Besides, [A-z] is a typo, it should be [A-Za-z].
It seems you want
\d{1,4}[A-Za-z]|\/?\d{1,4}
See the regex demo. If it should be at the start of a line, use
^(?:\d{1,4}[A-Za-z]|\/?\d{1,4})
See this regex demo.
Details
^ - start of a line
(?: - start of a non-capturing group
\d{1,4}[A-Za-z] - 1 to 4 digits and an ASCII letter
| - or
\/? - an optional /
\d{1,4} - 1 to 4 digits
) - end of the group.

Your regex uses lazy quantifiers like {1,4}?. These will match one character, and stop, because the rest of the pattern (i.e. nothing) matches the rest of the string. See here for how greedy vs lazy quantifiers work.
Another reason is that you put the \d{1,4}[A-z]{1} case last. This case will only be tried if the first two cases don't match.

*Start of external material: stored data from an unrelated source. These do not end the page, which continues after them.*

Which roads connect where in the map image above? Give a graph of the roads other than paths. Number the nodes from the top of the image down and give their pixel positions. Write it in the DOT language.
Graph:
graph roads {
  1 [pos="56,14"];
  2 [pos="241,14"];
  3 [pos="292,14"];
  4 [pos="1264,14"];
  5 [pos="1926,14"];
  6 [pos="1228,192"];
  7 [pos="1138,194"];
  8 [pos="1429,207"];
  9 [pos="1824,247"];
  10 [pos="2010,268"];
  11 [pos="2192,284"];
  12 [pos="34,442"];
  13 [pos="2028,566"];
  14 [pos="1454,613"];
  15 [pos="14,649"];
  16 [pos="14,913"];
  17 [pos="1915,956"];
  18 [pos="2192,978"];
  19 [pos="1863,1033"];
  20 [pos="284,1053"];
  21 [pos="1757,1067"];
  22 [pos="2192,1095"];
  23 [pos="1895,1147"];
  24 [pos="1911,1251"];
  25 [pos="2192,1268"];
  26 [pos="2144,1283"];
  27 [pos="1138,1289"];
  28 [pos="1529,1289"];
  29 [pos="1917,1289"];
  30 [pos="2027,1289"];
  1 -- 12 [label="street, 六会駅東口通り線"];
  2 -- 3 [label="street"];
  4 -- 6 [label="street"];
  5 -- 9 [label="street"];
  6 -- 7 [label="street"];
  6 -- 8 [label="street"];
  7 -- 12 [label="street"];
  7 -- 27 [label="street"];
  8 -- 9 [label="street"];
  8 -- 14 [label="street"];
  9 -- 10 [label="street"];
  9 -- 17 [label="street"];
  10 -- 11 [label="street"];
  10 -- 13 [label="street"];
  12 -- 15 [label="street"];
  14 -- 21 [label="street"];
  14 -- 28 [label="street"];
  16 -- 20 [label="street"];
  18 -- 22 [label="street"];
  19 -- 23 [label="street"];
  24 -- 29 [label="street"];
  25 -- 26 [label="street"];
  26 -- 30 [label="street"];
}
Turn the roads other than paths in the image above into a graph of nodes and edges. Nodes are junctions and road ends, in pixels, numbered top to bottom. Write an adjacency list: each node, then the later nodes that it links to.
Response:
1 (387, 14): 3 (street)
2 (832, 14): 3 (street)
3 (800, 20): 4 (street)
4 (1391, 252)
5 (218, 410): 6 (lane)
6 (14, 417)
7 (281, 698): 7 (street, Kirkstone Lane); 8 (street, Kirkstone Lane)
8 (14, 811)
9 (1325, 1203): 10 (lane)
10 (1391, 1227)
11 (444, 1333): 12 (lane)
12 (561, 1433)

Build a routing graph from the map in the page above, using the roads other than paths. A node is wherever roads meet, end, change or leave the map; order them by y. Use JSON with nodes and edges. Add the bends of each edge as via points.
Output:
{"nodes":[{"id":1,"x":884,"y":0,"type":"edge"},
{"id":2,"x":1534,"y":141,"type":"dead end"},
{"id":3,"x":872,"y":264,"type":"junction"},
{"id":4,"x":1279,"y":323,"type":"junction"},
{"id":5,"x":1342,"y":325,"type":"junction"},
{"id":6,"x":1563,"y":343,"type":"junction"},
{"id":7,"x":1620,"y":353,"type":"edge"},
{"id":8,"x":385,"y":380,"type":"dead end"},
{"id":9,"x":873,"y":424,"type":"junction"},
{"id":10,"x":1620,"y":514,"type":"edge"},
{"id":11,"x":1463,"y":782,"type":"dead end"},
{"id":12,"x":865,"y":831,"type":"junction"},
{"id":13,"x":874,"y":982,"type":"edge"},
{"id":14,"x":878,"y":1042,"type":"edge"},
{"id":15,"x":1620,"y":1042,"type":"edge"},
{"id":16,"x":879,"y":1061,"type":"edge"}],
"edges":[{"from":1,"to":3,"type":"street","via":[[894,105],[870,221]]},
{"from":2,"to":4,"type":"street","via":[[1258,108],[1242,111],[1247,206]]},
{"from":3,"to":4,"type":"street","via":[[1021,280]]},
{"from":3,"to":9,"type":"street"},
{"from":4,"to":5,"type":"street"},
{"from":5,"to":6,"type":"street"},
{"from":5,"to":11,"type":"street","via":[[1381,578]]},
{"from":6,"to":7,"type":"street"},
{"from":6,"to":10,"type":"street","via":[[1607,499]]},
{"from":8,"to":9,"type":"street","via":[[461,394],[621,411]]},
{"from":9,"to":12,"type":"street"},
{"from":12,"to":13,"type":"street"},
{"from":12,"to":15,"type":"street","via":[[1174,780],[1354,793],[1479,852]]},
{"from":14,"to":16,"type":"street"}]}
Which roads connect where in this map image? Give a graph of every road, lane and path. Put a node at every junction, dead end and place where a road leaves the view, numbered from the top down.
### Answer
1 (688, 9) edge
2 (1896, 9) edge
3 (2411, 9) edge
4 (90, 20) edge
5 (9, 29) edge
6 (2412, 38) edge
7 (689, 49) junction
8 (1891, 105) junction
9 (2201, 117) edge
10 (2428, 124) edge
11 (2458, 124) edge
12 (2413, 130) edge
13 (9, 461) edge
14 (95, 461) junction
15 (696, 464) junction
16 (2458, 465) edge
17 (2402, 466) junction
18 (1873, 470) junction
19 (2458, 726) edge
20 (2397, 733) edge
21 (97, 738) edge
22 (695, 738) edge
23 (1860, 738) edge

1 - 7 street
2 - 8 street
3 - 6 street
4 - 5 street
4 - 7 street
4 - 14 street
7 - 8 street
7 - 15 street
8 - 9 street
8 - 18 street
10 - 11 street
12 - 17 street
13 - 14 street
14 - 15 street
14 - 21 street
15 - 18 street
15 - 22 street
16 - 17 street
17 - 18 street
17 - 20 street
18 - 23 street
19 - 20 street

With 3a, the 3 already matches the second case, so the last case won't be considered.
You seem to just want:
^(\d{1,4}[A-Za-z]|\/?\d{1,4})
Note how the \/\d{1,4} case and the \d{1,4} case in your original regex are combined into one case \/?\d{1,4}.

Related

Regex for two letters and up to 13 digits incorrectly accepts additional letters

I am trying to build a regexp for a model field that follows this rule:
starts with two letters
can be filled up with digits, up to 13 digits
Valid examples:
US333
FR52389000
Invalid examples:
11111
T11
I thought I found the right regex:
/[a-zA-Z][a-zA-Z]\d*/
But proof testing it with http://rubular.com/ seems to validate RR444kjj
Can someone point out the mistake?
You need to use a limiting quantifier with \d and correct anchors.
/\A[[:alpha:]]{2}\d{0,13}\z/
See the regex demo.
\A - start of the string (note that the ^ anchor matches the start of the line in Ruby regex)
[[:alpha:]]{2} - 2 letters (to make sure you only allow ASCII letters, use [a-zA-Z]{2})
\d{0,13} - 0 to 13 digits
\z - end of string (note that the $ anchor matches the end of the line in Ruby regex).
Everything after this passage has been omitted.